To make the objectives, technical solutions, and advantages of the present application clearer, the embodiments of the present application will be further described in detail below with reference to the accompanying drawings. When the description below refers to the drawings, unless otherwise indicated, the same numerals in different drawings denote the same or similar elements. The implementation manners described in the following exemplary embodiments do not represent all implementations consistent with the present application. Rather, they are merely examples of structures consistent with some aspects of the present application as detailed in the appended claims.

LiDAR typically scans targets at various distances based on an off-axis optical system, where the off-axis arrangement between the transmitting and receiving modules causes pixel shift issues in the received image. The closer the target is to the LiDAR, the larger the pixel shift, resulting in incomplete reception of echo beams by the sensor and compromising the LiDAR's detection accuracy for close-range targets.

In an embodiment, the off-axis optical system of the LiDAR includes a receiving module and a transmitting module, where the transmitting module emits scanning beams toward a target object, and the receiving module receives echo beams formed by reflection of the scanning beams off the target object. As shown in FIG. 1, a three-dimensional coordinate system is established with an arbitrary point in space as the origin O. The receiving module and the transmitting module are spaced apart along a first direction (X-axis direction). The transmitting module includes a transmitting unit 101 and a transmitting lens 102 spaced apart along the optical axis direction (Z-axis direction) of the transmitting module, while the receiving module includes a receiving unit 103 and a receiving lens 104 spaced apart along the optical axis direction (Z-axis direction) of the receiving module.

The optical axis of the transmitting lens 102 coincides with the optical axis of the transmitting module, and the optical axis of the receiving lens 104 coincides with the optical axis of the receiving module. The optical axis of the transmitting lens 102 is parallel to the Z-axis, and the optical axis of the receiving lens 104 is parallel to the Z-axis. The focal plane of the receiving lens 104 and the focal plane of the transmitting lens 102 are both parallel to the XOY plane. The light-emitting surface of the transmitting unit 101 is located near the focal plane of the transmitting lens 102, and the photosensitive surface of the receiving unit 103 is located near the focal plane of the receiving lens 104. The photosensitive surface of the receiving unit 103 is parallel to the focal plane of the receiving lens 104, and the light-emitting surface of the transmitting unit 101 is parallel to the focal plane of the transmitting lens 102.

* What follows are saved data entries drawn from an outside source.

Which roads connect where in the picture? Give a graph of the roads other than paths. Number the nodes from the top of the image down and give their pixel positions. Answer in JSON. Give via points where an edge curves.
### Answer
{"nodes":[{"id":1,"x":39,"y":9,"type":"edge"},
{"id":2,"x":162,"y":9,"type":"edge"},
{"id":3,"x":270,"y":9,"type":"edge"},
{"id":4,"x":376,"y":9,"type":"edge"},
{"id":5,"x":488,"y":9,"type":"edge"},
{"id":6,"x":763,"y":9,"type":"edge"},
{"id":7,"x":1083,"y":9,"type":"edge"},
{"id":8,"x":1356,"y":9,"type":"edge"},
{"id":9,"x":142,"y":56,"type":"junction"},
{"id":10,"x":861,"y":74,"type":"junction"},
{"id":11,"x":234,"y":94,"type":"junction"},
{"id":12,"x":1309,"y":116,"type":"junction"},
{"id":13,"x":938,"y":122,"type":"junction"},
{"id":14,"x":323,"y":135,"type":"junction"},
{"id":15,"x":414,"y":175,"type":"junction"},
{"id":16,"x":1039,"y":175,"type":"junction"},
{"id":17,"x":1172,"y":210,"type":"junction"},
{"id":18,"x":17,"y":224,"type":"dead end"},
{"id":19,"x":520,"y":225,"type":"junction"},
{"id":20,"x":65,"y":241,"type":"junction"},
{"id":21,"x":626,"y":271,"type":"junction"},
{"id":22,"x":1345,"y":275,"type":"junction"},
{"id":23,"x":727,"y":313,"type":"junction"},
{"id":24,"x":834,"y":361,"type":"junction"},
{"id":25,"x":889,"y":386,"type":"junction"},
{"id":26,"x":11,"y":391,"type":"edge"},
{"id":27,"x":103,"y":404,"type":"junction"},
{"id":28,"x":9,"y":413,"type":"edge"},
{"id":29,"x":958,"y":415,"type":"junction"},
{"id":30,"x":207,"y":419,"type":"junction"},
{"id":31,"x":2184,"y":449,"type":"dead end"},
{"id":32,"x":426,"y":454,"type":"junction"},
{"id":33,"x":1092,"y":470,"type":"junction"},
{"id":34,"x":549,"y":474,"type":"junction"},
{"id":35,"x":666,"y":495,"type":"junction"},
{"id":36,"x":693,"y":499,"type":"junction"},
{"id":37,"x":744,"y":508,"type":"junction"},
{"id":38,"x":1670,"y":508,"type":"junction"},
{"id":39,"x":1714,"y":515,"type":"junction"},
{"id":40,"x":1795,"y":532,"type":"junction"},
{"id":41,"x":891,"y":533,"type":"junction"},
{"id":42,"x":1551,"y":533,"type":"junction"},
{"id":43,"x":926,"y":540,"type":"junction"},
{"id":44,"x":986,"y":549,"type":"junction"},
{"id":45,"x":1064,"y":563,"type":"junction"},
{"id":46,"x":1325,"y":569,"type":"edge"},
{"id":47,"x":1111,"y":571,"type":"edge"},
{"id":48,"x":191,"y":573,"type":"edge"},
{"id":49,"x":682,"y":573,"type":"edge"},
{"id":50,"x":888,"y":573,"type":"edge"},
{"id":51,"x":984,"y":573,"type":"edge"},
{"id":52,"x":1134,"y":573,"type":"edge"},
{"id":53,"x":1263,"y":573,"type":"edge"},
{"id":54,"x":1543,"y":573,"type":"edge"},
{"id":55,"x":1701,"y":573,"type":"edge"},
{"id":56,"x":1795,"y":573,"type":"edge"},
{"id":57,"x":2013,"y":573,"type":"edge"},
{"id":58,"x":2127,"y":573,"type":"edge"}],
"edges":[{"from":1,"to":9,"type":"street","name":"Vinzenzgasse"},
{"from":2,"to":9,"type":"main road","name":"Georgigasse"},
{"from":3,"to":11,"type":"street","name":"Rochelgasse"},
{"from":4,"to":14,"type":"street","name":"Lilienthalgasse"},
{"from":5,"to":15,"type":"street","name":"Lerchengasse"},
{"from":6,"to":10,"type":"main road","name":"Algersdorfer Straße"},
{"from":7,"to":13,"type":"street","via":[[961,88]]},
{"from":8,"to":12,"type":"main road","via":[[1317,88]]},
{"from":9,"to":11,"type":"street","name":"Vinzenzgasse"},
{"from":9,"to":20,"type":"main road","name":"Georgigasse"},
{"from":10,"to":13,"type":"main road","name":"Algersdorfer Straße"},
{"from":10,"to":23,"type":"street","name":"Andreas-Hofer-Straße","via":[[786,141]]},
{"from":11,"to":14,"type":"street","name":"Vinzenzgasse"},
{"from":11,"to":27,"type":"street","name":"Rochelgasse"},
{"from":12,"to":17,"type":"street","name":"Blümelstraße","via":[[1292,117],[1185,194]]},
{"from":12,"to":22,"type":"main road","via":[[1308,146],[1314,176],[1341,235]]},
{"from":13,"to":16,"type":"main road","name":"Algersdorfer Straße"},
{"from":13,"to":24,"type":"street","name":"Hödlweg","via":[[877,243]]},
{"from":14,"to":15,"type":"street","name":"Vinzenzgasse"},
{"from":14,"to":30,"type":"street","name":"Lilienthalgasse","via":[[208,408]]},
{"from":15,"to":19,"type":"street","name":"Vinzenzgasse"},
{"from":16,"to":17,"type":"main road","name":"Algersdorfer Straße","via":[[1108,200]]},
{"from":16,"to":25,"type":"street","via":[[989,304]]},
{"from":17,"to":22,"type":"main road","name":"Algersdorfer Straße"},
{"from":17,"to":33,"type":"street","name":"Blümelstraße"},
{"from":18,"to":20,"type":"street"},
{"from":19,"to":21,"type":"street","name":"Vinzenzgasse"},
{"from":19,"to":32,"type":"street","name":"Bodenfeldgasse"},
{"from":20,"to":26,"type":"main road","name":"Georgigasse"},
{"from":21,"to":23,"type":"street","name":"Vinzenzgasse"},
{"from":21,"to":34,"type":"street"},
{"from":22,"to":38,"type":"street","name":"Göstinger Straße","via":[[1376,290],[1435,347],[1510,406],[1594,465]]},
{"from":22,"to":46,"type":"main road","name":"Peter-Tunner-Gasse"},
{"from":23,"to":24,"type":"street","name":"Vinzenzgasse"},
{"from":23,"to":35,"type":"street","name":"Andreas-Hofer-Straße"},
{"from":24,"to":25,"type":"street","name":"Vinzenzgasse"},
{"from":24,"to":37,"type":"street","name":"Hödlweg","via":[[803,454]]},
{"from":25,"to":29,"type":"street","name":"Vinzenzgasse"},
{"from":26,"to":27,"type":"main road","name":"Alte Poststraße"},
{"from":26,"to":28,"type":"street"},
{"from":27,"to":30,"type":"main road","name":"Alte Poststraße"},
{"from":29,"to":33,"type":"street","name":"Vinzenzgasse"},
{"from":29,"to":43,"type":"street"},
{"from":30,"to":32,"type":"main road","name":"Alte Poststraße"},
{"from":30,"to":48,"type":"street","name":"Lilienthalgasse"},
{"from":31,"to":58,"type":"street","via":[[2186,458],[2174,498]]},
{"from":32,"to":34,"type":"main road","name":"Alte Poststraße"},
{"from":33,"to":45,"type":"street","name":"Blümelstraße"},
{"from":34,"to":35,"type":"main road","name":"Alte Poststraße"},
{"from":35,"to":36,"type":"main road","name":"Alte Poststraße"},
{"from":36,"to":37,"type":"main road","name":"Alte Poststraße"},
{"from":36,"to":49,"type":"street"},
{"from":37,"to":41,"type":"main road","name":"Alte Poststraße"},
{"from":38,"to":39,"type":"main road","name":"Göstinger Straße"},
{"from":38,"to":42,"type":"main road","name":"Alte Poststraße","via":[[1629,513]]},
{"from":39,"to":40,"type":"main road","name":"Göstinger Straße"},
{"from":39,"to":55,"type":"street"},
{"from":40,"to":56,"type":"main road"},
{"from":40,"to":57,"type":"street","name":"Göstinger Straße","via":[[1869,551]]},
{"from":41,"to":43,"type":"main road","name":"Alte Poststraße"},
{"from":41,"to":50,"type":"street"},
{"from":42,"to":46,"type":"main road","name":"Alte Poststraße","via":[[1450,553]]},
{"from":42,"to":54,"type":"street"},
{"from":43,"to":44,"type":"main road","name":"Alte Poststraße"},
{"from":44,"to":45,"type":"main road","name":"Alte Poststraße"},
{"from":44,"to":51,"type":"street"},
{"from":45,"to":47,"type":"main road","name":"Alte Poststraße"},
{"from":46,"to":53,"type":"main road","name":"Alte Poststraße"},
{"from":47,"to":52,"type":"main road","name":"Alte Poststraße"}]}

In an embodiment, as shown in FIG. 1, scanning beams are emitted from the center of the light-emitting surface of the transmitting unit 101, transmitted through the transmitting lens 102, and reach the surface of the target object 105. The surface of the target object 105 reflects the scanning beams to form echo beams, which are deflected by the receiving lens 104 and reach the photosensitive surface of the receiving unit 103. For a distant target, since the detection distance is much greater than the baseline distance (i.e., the distance between the optical axis of the transmitting lens 102 and the optical axis of the receiving lens 104, or the distance between the optical center of the transmitting lens 102 and the optical center of the receiving lens 104), the incident angle of the echo beams from distant targets on the surface of the receiving lens 104 approaches zero degrees. For close-range targets, however, the shift of echo beams caused by the baseline distance must be considered, as the echo beams from close-range targets obliquely incident on the surface of the receiving lens 104. This results in the actual imaging position of a close-range target on the photosensitive surface being farther from the center of the photosensitive surface of the receiving unit 103 compared to that of a distant target.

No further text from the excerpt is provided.